In our study, of the foreign-born, only 12.8% spoke Spanish at home and 79.8% had lived in the U.S. for ≥15 years, which may signify high acculturation levels. Further studies should include an acculturation scale (i.e., Acculturation Rating Scale for Mexican Americans) (23) to lend validity and reliability to the acculturation measures. Our findings also show that foreign-born individuals had fewer years of education compared with U.S.-born individuals. One study showed that “greater acculturation, higher educational attainment, and higher diabetes prevalence were associated with greater cultural knowledge about diabetes” (24). Perhaps the foreign-born sample in our study had low acculturation and educational attainment; therefore, they were less likely to comply with diabetes protocol.
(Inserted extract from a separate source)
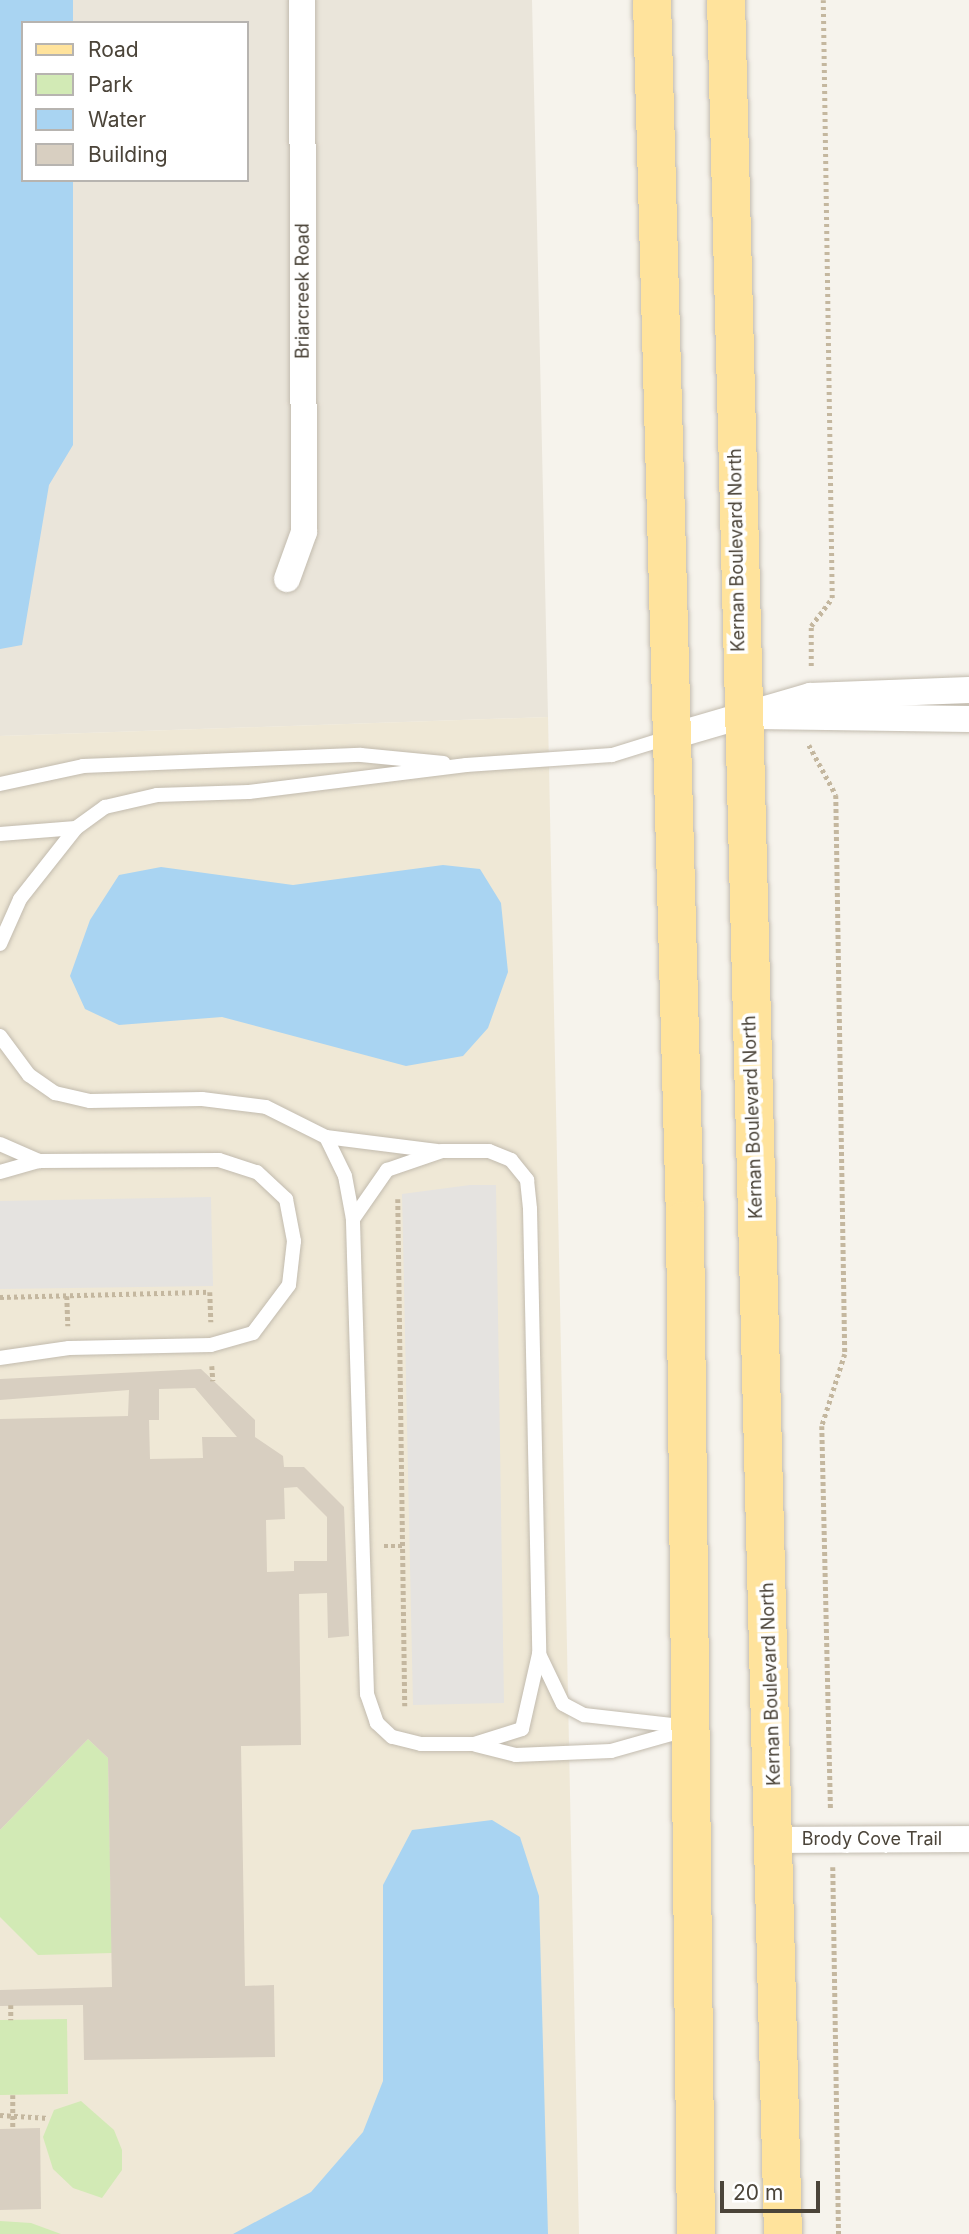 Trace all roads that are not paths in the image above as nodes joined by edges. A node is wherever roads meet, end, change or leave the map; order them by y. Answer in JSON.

Our study is not without strengths and limitations. Its strengths are the large sample size, which allowed us to compare foreign- to U.S.-born individuals, while controlling for many potential confounders. In addition, the findings can be generalized to the U.S. population. Its limitations are that we could not probe reasons that foreign-born individuals were less likely to report having specific tests. In addition, we would have liked to explore subgroup variation by nativity status. However, the small sample size for Asians (U.S.-born = 31 and foreign-born = 165) precluded us from providing any meaningful conclusions for Asians. Among Hispanic subgroups, Mexican Americans would be the only subgroup large enough to detect meaningful differences (U.S.-born = 537 and foreign-born = 558). All other Hispanic subgroups had sample sizes too small to generate reliable estimates in the adjusted analyses (i.e., Cubans: U.S. born, n = 8; foreign born, n = 73).
Furthermore, the goal of this article was to add to the literature by providing overall estimates for diabetes care by nativity status. Our findings call attention to the importance of oversampling minorities in national studies, inquiring about specific subgroup identification, and including place of birth as a questionnaire item in future studies. Another limitation is that the data were self-reported. Patients may not always have recalled if or when they obtained each test. It would have been useful to verify the respondent's information with their medical records.
As suggested earlier, further research is needed to ask additional questions related to acculturation status, such as the language individuals speak or think in when they are at home or with relatives or friends, whether individuals follow the diet of their own or their host society's culture, and whether they choose to view, read, or listen to media in their own or their host society's culture.
These measures will provide more detailed information about acculturation levels. Further, we believe qualitative research would be the next best step, which would provide us with an in-depth analyses of why foreign-born individuals are less likely to follow some of the diabetes care recommendations. Was it because of lack of knowledge, lack of access to care, no recommendation from their physician, or the respondent's beliefs? Such studies also would inform appropriate interventions so that all individuals with diabetes would comply with diabetes care recommendations. One study suggested that, “Communication interventions to educate vulnerable populations need to be strategic and evidence-based. It is important for health educators to adopt culturally sensitive communication practices to reach and influence vulnerable populations” (25). Foreign-born individuals are a vulnerable population, and their health may worsen with increased length of stay in the U.S (22). This study suggests that we should track diabetes disparities not only by race and ethnicity but also by nativity status.
No potential conflicts of interest relevant to this article were reported.